7 de Março de 2005 às 00:00
José Mari Manzanares (pai) lanceou de forma primorosa o que abriu praça, com umas verónicas de belo traço, majestoso a manusear o percal, para rematar com meia de cartel de toiros. E a faena de muleta teve uns quantos momentos de verdadeiro êxtase, de entrega total, em naturais de inimaginável largura e profundidade. Apenas faltou sorte na consumação da sorte suprema, a de matar.
No seu segundo, voltou a mostrar toda a sua ‘maestria’ quer com o capote quer com a muleta, acariciando as investidas e prolongando-as muito para além do que a escassa força do toiro lhe permitiria.
José António ‘Morante de la Puebla’ foi recebido carinhosamente pelo público que lhe tributou forte ovação. Na primeira lide esteve muito bem com o capote, com alguns momentos álgidos ao lancear à verónica com as mãos baixas e no remate com uma meia verónica plena de arte.
No segundo, sem forças e escassa casta, prolongou demasiado a faena de muleta que, ante as dificuldades do toiro, nada podia ter de relevante. Matou bem e foi ovacionado.
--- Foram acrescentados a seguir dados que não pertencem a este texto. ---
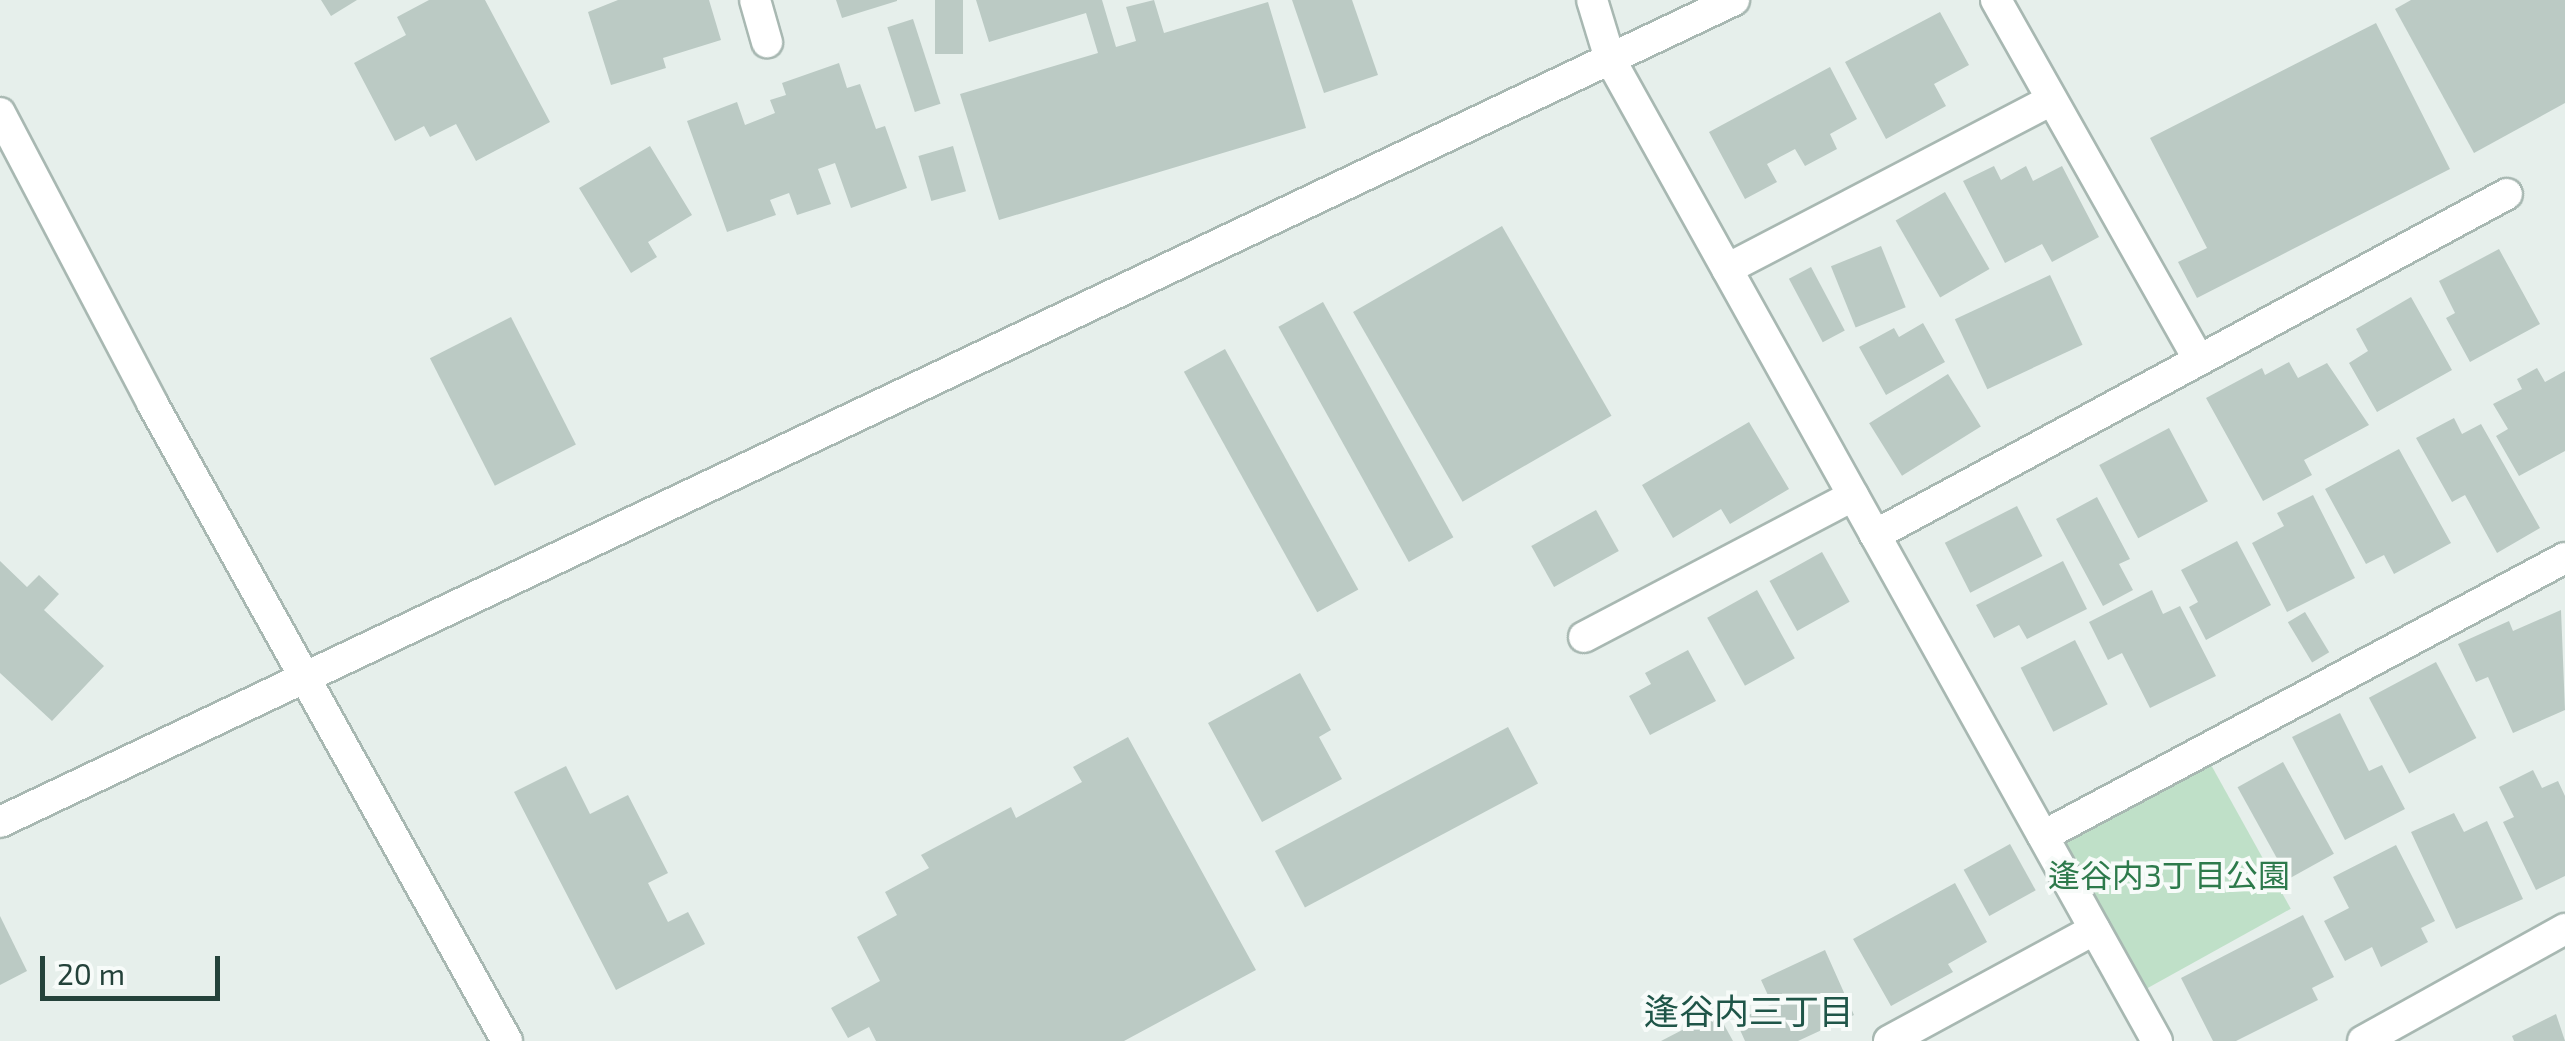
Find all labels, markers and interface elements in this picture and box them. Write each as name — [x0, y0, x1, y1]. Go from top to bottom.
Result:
park label: 逢谷内3丁目公園 — [2048, 855, 2290, 893]
scale bar — [45, 936, 225, 998]
text: 20 m — [57, 955, 125, 991]
district label: 逢谷内三丁目 — [1644, 989, 1854, 1031]

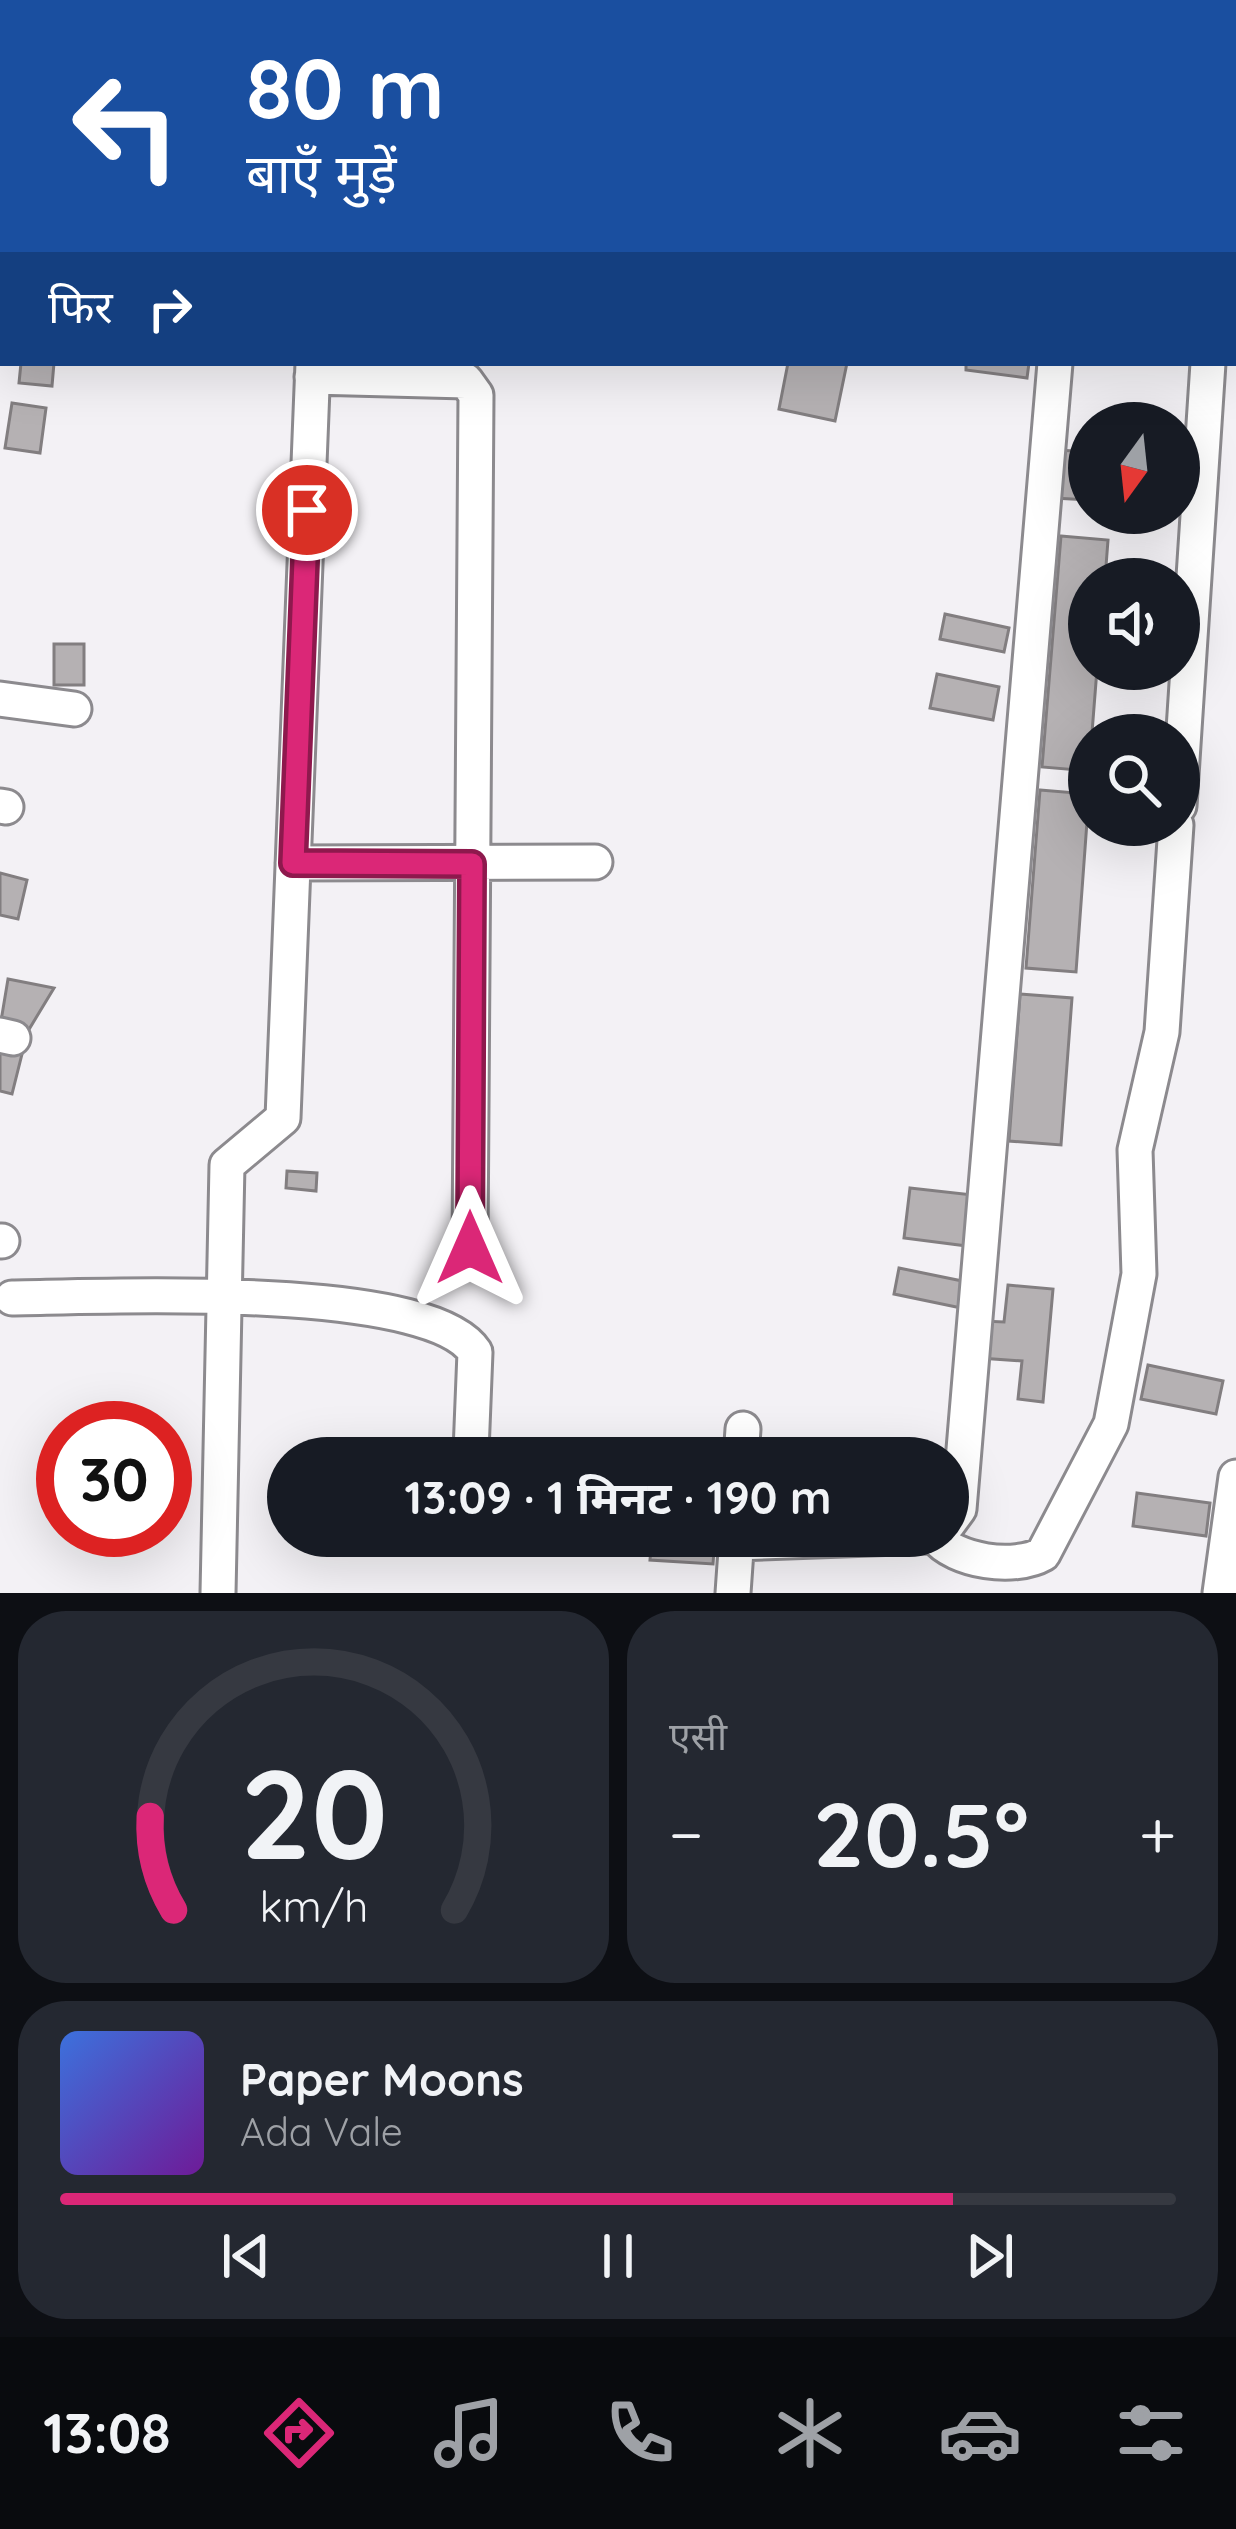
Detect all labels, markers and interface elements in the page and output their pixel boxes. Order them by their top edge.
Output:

Manzanares filho viu o seu primeiro ser devolvido por inválido e tocou-lhe lidar um extraordinário sobrero de Zalduendo. Encastado, codicioso e com recorrido, foi um toiro que esteve sempre por cima do toureiro que não teve arte e engenho para se lhe impor verdadeiramente.
No que encerrou praça, também escasso de força, apenas conseguiu duas tandas de derechazos e outras tantas de naturais mas sem continuidade e ligação, porque o toiro não o permitia. Matou de pinchazo e estocada.